Team Brainstorm
A brainstorm is a great way to tap into your team’s broad body of knowledge and creativity. For the best ideas to emerge, consider brainstorming not only with your core team, but also with external partners and students. Brainstorms work best when the group is positive, optimistic, and focused on a single question.
- Suggested time: 20-30 mins
- Materials: Post-its, pens, whiteboard or large sheet of paper
- When to use: When your team feels stuck or needs inspiration
Steps
Share rules of effective brainstorming with your team:
- There are no dumb ideas
- Don’t criticize other people’s ideas
- Build on other people’s ideas
- Reverse the thought “quality over quantity”

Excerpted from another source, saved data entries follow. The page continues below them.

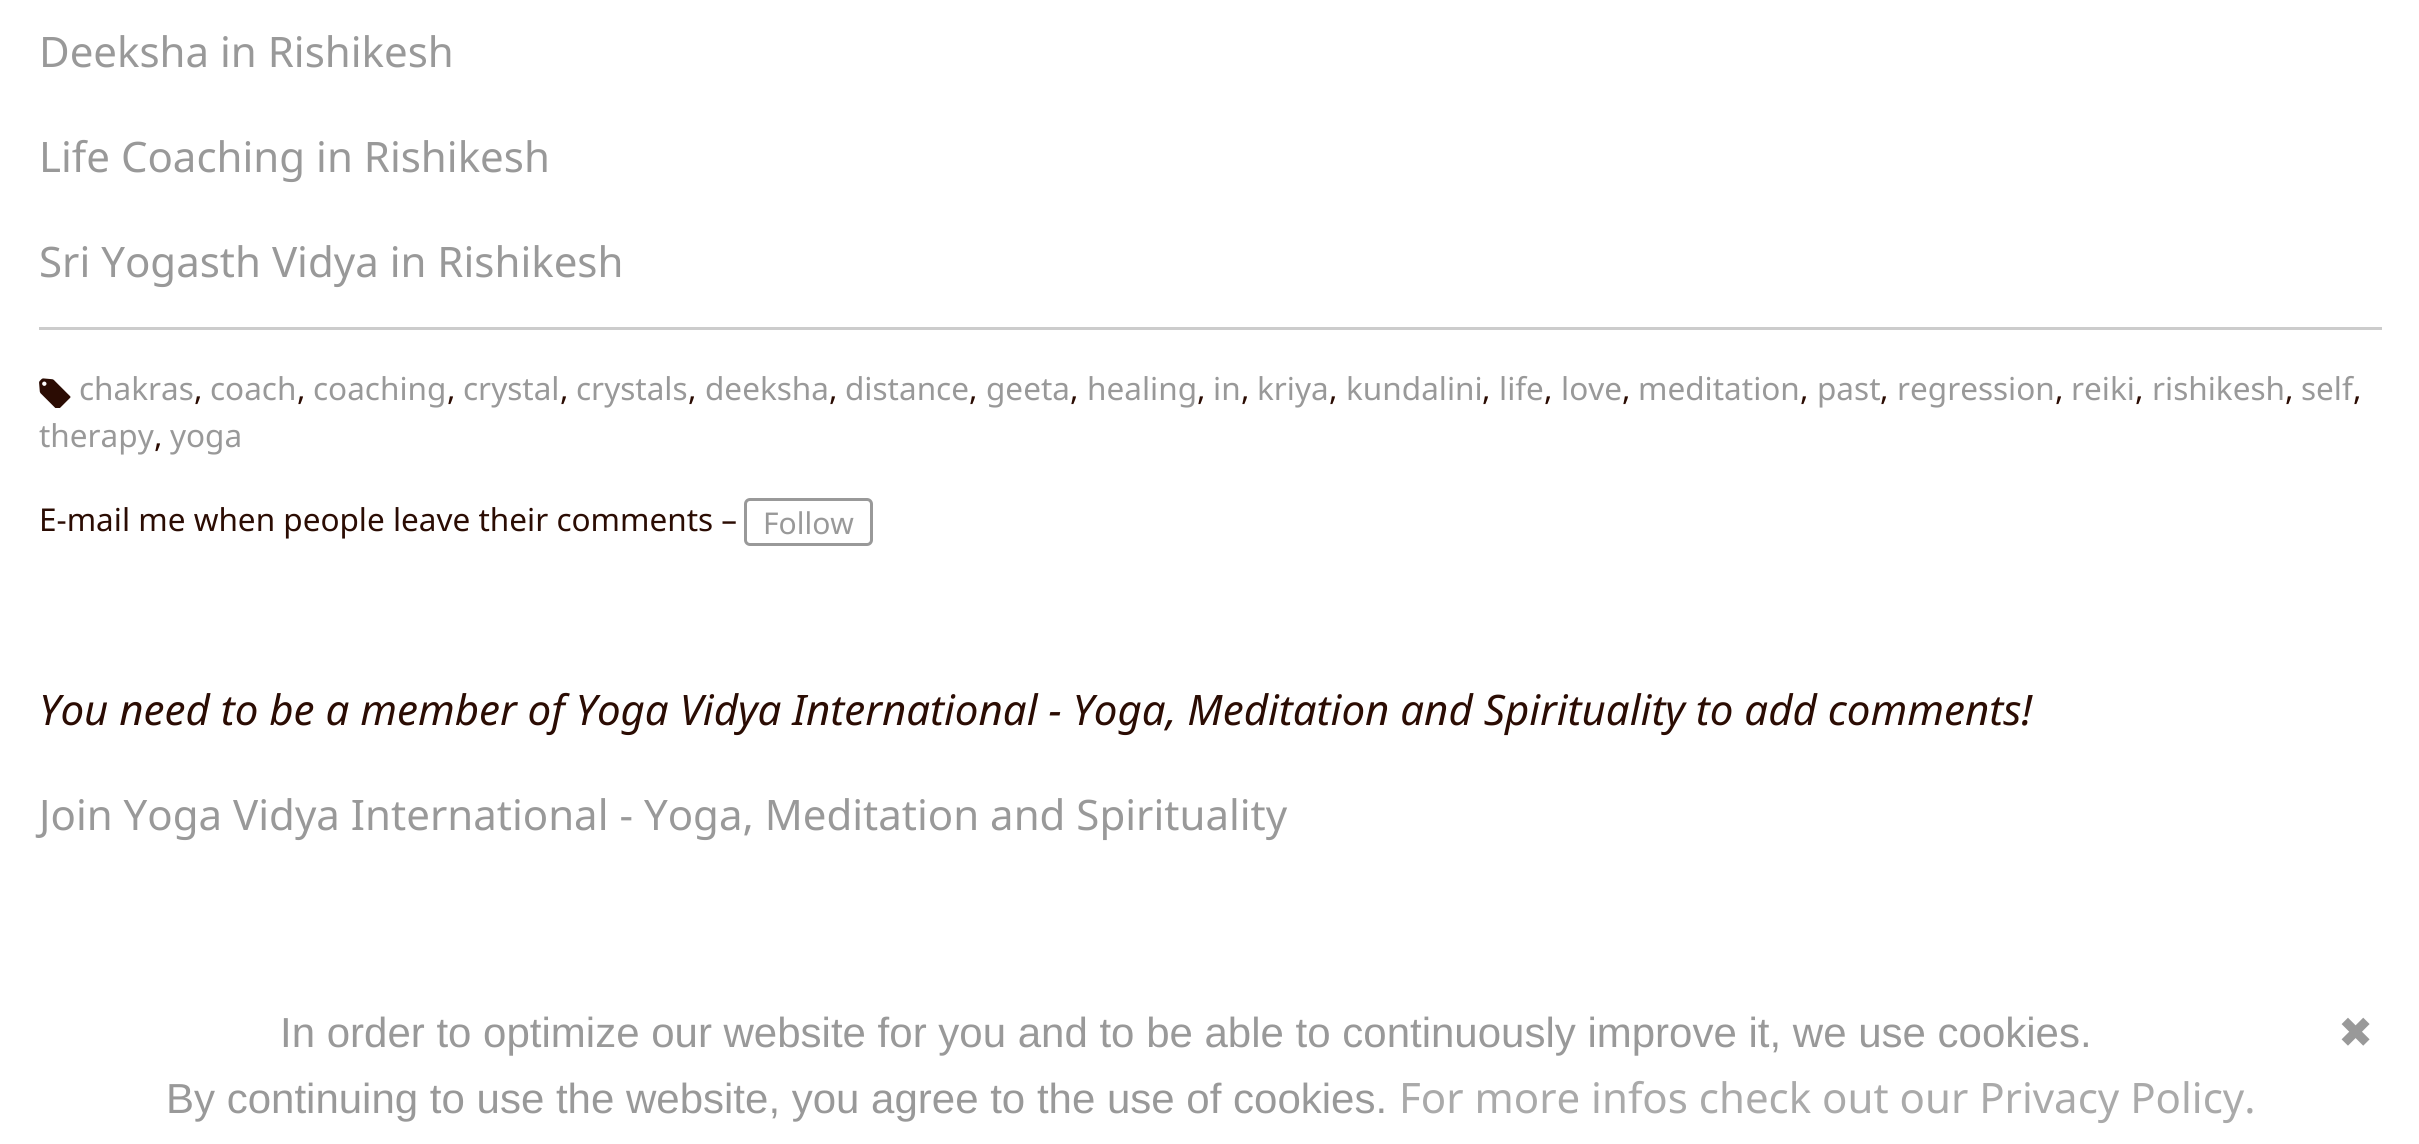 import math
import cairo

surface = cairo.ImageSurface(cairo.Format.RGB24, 2419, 1144)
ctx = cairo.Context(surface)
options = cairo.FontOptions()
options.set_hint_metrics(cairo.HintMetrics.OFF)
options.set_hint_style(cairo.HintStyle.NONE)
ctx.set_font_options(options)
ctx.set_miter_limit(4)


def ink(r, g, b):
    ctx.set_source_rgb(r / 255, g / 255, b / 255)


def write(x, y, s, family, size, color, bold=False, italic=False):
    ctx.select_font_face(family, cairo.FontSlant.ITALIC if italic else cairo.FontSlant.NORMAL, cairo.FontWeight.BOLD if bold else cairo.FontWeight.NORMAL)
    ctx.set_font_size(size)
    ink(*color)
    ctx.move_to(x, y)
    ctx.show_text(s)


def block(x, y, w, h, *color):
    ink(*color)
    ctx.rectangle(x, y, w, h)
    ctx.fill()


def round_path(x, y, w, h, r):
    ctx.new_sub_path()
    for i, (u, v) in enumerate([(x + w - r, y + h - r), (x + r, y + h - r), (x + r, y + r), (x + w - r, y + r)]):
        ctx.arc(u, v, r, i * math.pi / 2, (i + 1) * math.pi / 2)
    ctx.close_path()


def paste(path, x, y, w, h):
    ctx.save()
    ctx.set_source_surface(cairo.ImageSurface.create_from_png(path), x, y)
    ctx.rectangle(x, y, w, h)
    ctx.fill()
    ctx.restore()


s1 = dict(family="Noto Sans", size=42, color=(153, 153, 153))
s2 = dict(family="Noto Sans", size=31.5, color=(153, 153, 153))
s3 = dict(family="Noto Sans", size=31.5, color=(43, 12, 3))
s4 = dict(family="Noto Sans", size=30, color=(153, 153, 153))
s5 = dict(family="Noto Sans", size=42, color=(43, 12, 3), italic=True)
s6 = dict(family="Liberation Sans", size=42, color=(153, 153, 153))
s7 = dict(family="DejaVu Sans", size=42, color=(153, 153, 153))
s8 = dict(family="Noto Sans", size=42, color=(170, 170, 170))

ink(255, 255, 255)
ctx.paint()
write(39, 67, "Deeksha in Rishikesh", **s1)
write(39, 172, "Life Coaching in Rishikesh", **s1)
write(39, 277, "Sri Yogasth Vidya in Rishikesh", **s1)
block(39, 327, 2343, 3, 204, 204, 204)
paste("pic1.png", 39, 378, 32, 30)
write(79, 400, "chakras", **s2)
write(194, 400, ",", **s3)
write(210, 400, "coach", **s2)
write(297, 400, ",", **s3)
write(313, 400, "coaching", **s2)
write(447, 400, ",", **s3)
write(463, 400, "crystal", **s2)
write(560, 400, ",", **s3)
write(576, 400, "crystals", **s2)
write(688, 400, ",", **s3)
write(705, 400, "deeksha", **s2)
write(829, 400, ",", **s3)
write(845, 400, "distance", **s2)
write(969, 400, ",", **s3)
write(986, 400, "geeta", **s2)
write(1070, 400, ",", **s3)
write(1087, 400, "healing", **s2)
write(1197, 400, ",", **s3)
write(1213, 400, "in", **s2)
write(1241, 400, ",", **s3)
write(1257, 400, "kriya", **s2)
write(1329, 400, ",", **s3)
write(1346, 400, "kundalini", **s2)
write(1482, 400, ",", **s3)
write(1499, 400, "life", **s2)
write(1544, 400, ",", **s3)
write(1561, 400, "love", **s2)
write(1622, 400, ",", **s3)
write(1638, 400, "meditation", **s2)
write(1800, 400, ",", **s3)
write(1817, 400, "past", **s2)
write(1880, 400, ",", **s3)
write(1897, 400, "regression", **s2)
write(2055, 400, ",", **s3)
write(2071, 400, "reiki", **s2)
write(2135, 400, ",", **s3)
write(2152, 400, "rishikesh", **s2)
write(2285, 400, ",", **s3)
write(2301, 400, "self", **s2)
write(2353, 400, ",", **s3)
write(39, 447, "therapy", **s2)
write(154, 447, ",", **s3)
write(170, 447, "yoga", **s2)
write(39, 531, "E-mail me when people leave their comments –", **s3)
round_path(745.5, 499.5, 126, 45, 4.5)
ink(153, 153, 153)
ctx.set_line_width(3)
ctx.stroke()
write(763, 534, "Follow", **s4)
write(39, 725, "You need to be a member of Yoga Vidya International - Yoga, Meditation and Spirituality to add comments!", **s5)
write(39, 830, "Join Yoga Vidya International - Yoga, Meditation and Spirituality", **s1)
write(280, 1047, "In order to optimize our website for you and to be able to continuously improve it, we use cookies.", **s6)
write(2338, 1047, "✖", **s7)
write(166, 1113, "By continuing to use the website, you agree to the use of cookies.", **s6)
write(1399, 1113, "For more infos check out our Privacy Policy.", **s8)
surface.write_to_png("screenshot.png") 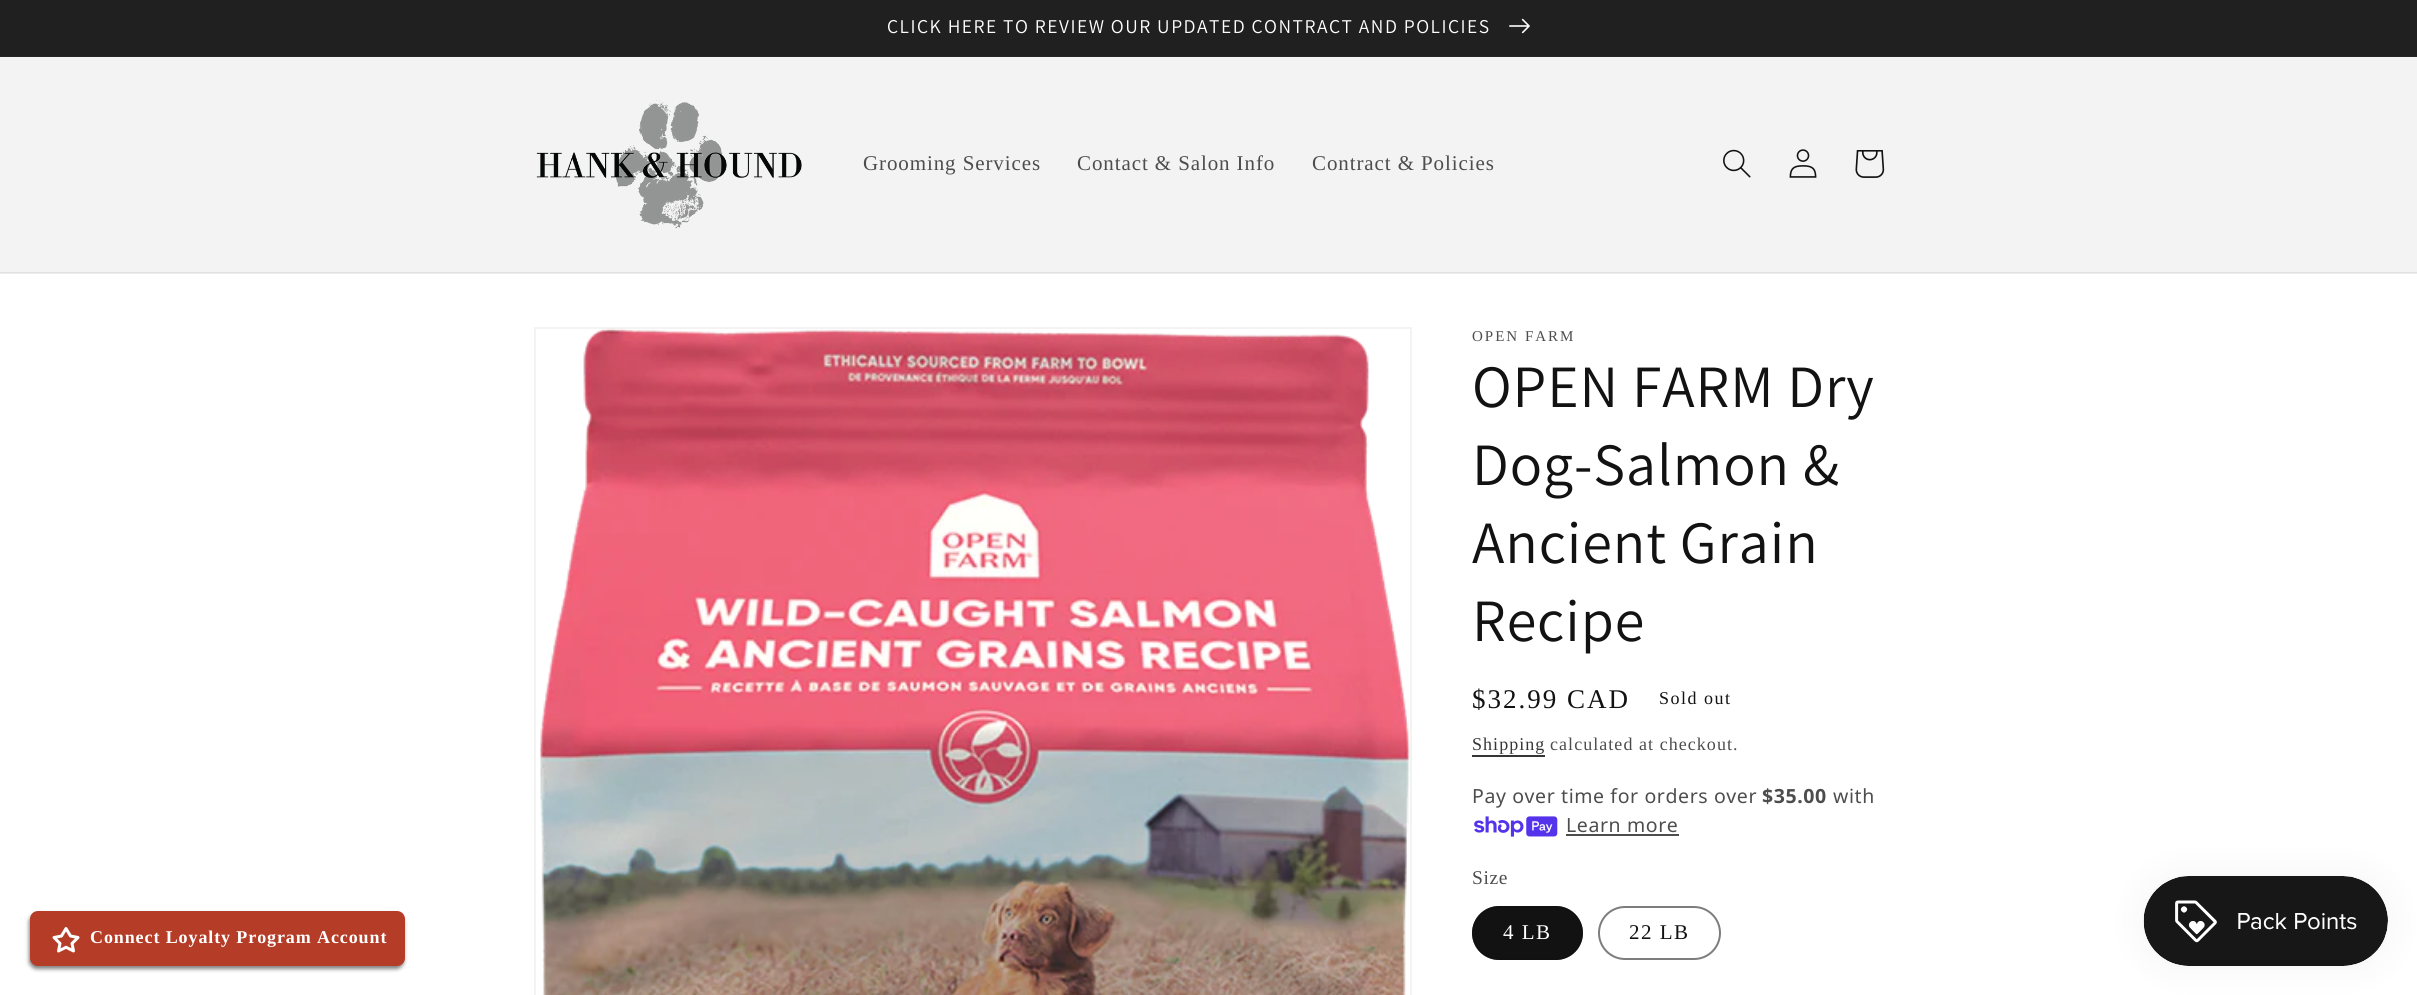 #include <cairo/cairo.h>
#include <math.h>
#include <stddef.h>

typedef struct { double x, y; const char *s; } line_t;
typedef struct { double x, y, w, h; unsigned color; } box_t;
static cairo_t *cr;

static void rgb(unsigned color)
{
	cairo_set_source_rgb(cr, (color >> 16) / 255.0, (color >> 8 & 255) / 255.0, (color & 255) / 255.0);
}

static void tracked(double x, double y, const char *s, double letter, double word)
{
	cairo_move_to(cr, x, y);
	while (*s) {
		char ch[5] = {0};
		int n = 0;
		do ch[n++] = *s++; while ((*s & 0xC0) == 0x80);
		cairo_show_text(cr, ch);
		cairo_rel_move_to(cr, letter + word * (*ch == ' '), 0);
	}
}

static void rrect(double x, double y, double w, double h, double r)
{
	cairo_new_sub_path(cr);
	cairo_arc(cr, x + w - r, y + h - r, r, 0, M_PI / 2);
	cairo_arc(cr, x + r, y + h - r, r, M_PI / 2, M_PI);
	cairo_arc(cr, x + r, y + r, r, M_PI, 1.5 * M_PI);
	cairo_arc(cr, x + w - r, y + r, r, 1.5 * M_PI, 2 * M_PI);
	cairo_close_path(cr);
}

static void soft_shadow(double x, double y, double w, double h, double r, double blur, double alpha)
{
	cairo_push_group_with_content(cr, CAIRO_CONTENT_ALPHA);
	cairo_set_operator(cr, CAIRO_OPERATOR_SOURCE);
	for (int i = 15; i >= -15 && fmin(w, h) + blur * i / 3 > 0; i -= 2) {
		double e = blur * i / 6;
		cairo_set_source_rgba(cr, 0, 0, 0, alpha * erfc((i - 1) / 8.5) / 2);
		rrect(x - e, y - e, w + 2 * e, h + 2 * e, fmax(0, fmin(r + e + blur * .6, fmin(w, h) / 2 + e)));
		cairo_fill(cr);
	}
	cairo_pattern_t *soft = cairo_pop_group(cr);
	cairo_mask(cr, soft);
	cairo_pattern_destroy(soft);
}

static void image(const char *path, double x, double y, double w, double h)
{
	cairo_surface_t *image = cairo_image_surface_create_from_png(path);
	cairo_save(cr);
	cairo_set_source_surface(cr, image, x, y);
	cairo_rectangle(cr, x, y, w, h);
	cairo_fill(cr);
	cairo_restore(cr);
	cairo_surface_destroy(image);
}

int main(void) {
	cairo_surface_t *surface = cairo_image_surface_create(CAIRO_FORMAT_RGB24, 2417, 995);
	cr = cairo_create(surface);
	cairo_font_options_t *options = cairo_font_options_create();
	cairo_font_options_set_hint_metrics(options, CAIRO_HINT_METRICS_OFF);
	cairo_font_options_set_hint_style(options, CAIRO_HINT_STYLE_NONE);
	cairo_set_font_options(cr, options);
	cairo_set_miter_limit(cr, 4);
	rgb(0xffffff);
	cairo_paint(cr);
	{
		static const box_t items[] = {
			{0, 273, 2417, 1, 0xececec},
			{0, 56, 2417, 1, 0x252525},
			{0, 0, 2417, 56, 0x202020},
		};
		for (size_t i = 0; i < sizeof items / sizeof *items; i++) {
			rgb(items[i].color);
			cairo_rectangle(cr, items[i].x, items[i].y, items[i].w, items[i].h);
			cairo_fill(cr);
		}
	}
	image("img/1.png", 1509, 18, 21, 16);
	{
		static const box_t items[] = {
			{0, 58, 2417, 214, 0xf3f3f3},
			{0, 57, 2417, 1, 0xf4f4f4},
			{0, 272, 2417, 1, 0xe1e1e1},
		};
		for (size_t i = 0; i < sizeof items / sizeof *items; i++) {
			rgb(items[i].color);
			cairo_rectangle(cr, items[i].x, items[i].y, items[i].w, items[i].h);
			cairo_fill(cr);
		}
	}
	image("img/2.png", 536, 100, 266, 129);
	image("img/3.png", 1723, 149, 28, 29);
	image("img/4.png", 1789, 149, 28, 29);
	image("img/5.png", 1855, 150, 30, 28);
	rgb(0x000000);
	soft_shadow(29, 914, 375, 55, 8, 2, 0.5);
	rgb(0xb53c27);
	rrect(30, 911, 375, 55, 8);
	cairo_fill(cr);
	image("img/6.png", 52, 927, 28, 26);
	cairo_rectangle(cr, 535, 328, 876, 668);
	rgb(0xf3f3f3);
	cairo_stroke(cr);
	image("img/7.png", 540, 328, 870, 667);
	rgb(0x363636);
	cairo_rectangle(cr, 1472, 755, 73, 2);
	cairo_fill(cr);
	image("img/8.png", 1474, 816, 84, 21);
	rgb(0x4d4d4d);
	cairo_rectangle(cr, 1566, 834, 113, 2);
	cairo_fill(cr);
	rgb(0x121212);
	rrect(1472, 906, 111, 54, 27);
	cairo_fill(cr);
	rrect(1473, 907, 109, 52, 26);
	cairo_set_source_rgba(cr, 0.071, 0.071, 0.071, 0.55);
	cairo_stroke(cr);
	rrect(1599, 907, 121, 52, 26);
	rgb(0x7d7d7d);
	cairo_stroke(cr);
	rgb(0x000000);
	soft_shadow(2144, 876, 244, 90, 45, 19, 0.05);
	image("img/9.png", 2143, 876, 245, 90);
	cairo_select_font_face(cr, "Assistant", CAIRO_FONT_SLANT_NORMAL, CAIRO_FONT_WEIGHT_NORMAL);
	cairo_set_font_size(cr, 19.5);
	rgb(0xffffff);
	tracked(887, 33, "CLICK HERE TO REVIEW OUR UPDATED CONTRACT AND POLICIES", 1.5, 0);
	cairo_select_font_face(cr, "Liberation Serif", CAIRO_FONT_SLANT_NORMAL, CAIRO_FONT_WEIGHT_NORMAL);
	cairo_set_font_size(cr, 21);
	rgb(0x4d4d4d);
	{
		static const line_t items[] = {
			{863, 170, "Grooming Services"},
			{1077, 170, "Contact & Salon Info"},
			{1312, 170, "Contract & Policies"},
		};
		for (size_t i = 0; i < sizeof items / sizeof *items; i++) {
			tracked(items[i].x, items[i].y, items[i].s, 0.9, 0);
		}
	}
	cairo_select_font_face(cr, "Liberation Serif", CAIRO_FONT_SLANT_NORMAL, CAIRO_FONT_WEIGHT_BOLD);
	cairo_set_font_size(cr, 18);
	rgb(0xffffff);
	tracked(90, 943, "Connect Loyalty Program Account", 0.9, 0);
	cairo_select_font_face(cr, "Liberation Serif", CAIRO_FONT_SLANT_NORMAL, CAIRO_FONT_WEIGHT_NORMAL);
	cairo_set_font_size(cr, 15);
	rgb(0x4d4d4d);
	tracked(1472, 341, "OPEN FARM", 2, 0);
	cairo_select_font_face(cr, "Assistant", CAIRO_FONT_SLANT_NORMAL, CAIRO_FONT_WEIGHT_NORMAL);
	cairo_set_font_size(cr, 60);
	rgb(0x121212);
	{
		static const line_t items[] = {
			{1472, 407, "OPEN FARM Dry"},
			{1472, 485, "Dog-Salmon &"},
			{1472, 563, "Ancient Grain"},
			{1472, 641, "Recipe"},
		};
		for (size_t i = 0; i < sizeof items / sizeof *items; i++) {
			tracked(items[i].x, items[i].y, items[i].s, 0.9, 0);
		}
	}
	cairo_select_font_face(cr, "Liberation Serif", CAIRO_FONT_SLANT_NORMAL, CAIRO_FONT_WEIGHT_NORMAL);
	cairo_set_font_size(cr, 27);
	tracked(1472, 708, "$32.99 CAD", 2, 0);
	cairo_set_font_size(cr, 18);
	tracked(1659, 704, "Sold out", 1.5, 0);
	rgb(0x363636);
	tracked(1472, 750, "Shipping", 1.05, 0);
	rgb(0x4d4d4d);
	tracked(1550, 750, "calculated at checkout.", 1.05, 0);
	cairo_select_font_face(cr, "Noto Sans", CAIRO_FONT_SLANT_NORMAL, CAIRO_FONT_WEIGHT_NORMAL);
	cairo_set_font_size(cr, 19.5);
	tracked(1472, 803, "Pay over time for orders over", 0.6, 0);
	cairo_select_font_face(cr, "Noto Sans", CAIRO_FONT_SLANT_NORMAL, CAIRO_FONT_WEIGHT_BOLD);
	tracked(1762, 803, "$35.00", 0.6, 0);
	cairo_select_font_face(cr, "Noto Sans", CAIRO_FONT_SLANT_NORMAL, CAIRO_FONT_WEIGHT_NORMAL);
	tracked(1833, 803, "with", 0.6, 0);
	tracked(1566, 832, "Learn more", 0.6, 0);
	cairo_select_font_face(cr, "Liberation Serif", CAIRO_FONT_SLANT_NORMAL, CAIRO_FONT_WEIGHT_NORMAL);
	tracked(1472, 884, "Size", 0.6, 0);
	cairo_set_font_size(cr, 21);
	rgb(0xffffff);
	tracked(1503, 939, "4 LB", 1.5, 0);
	rgb(0x121212);
	tracked(1629, 939, "22 LB", 1.5, 0);
	cairo_surface_write_to_png(surface, "page.png");
	cairo_font_options_destroy(options);
	cairo_destroy(cr);
	cairo_surface_destroy(surface);
	return 0;
}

Develop an open-ended question that begins with “How might we” to guide your explorations as a team. Keep the question narrow enough for a productive focus, but broad enough to give room for many new ideas. You can even have more than one question to brainstorm if you have time. Some examples of effective “How might we” questions are: “How might we amplify the student voice on campus?” or “How might we increase retention rates for transfer students?”
Pose the question or prompt to the group and ask people to jot down and (if they’re brave) draw their ideas. Encourage people to post ideas to the whiteboard or large sheet of paper and share them out loud so others can build on them.
Once you have a good number of ideas, cluster the ideas into categories, vote on your favorites, and prioritize the best ones to build out further.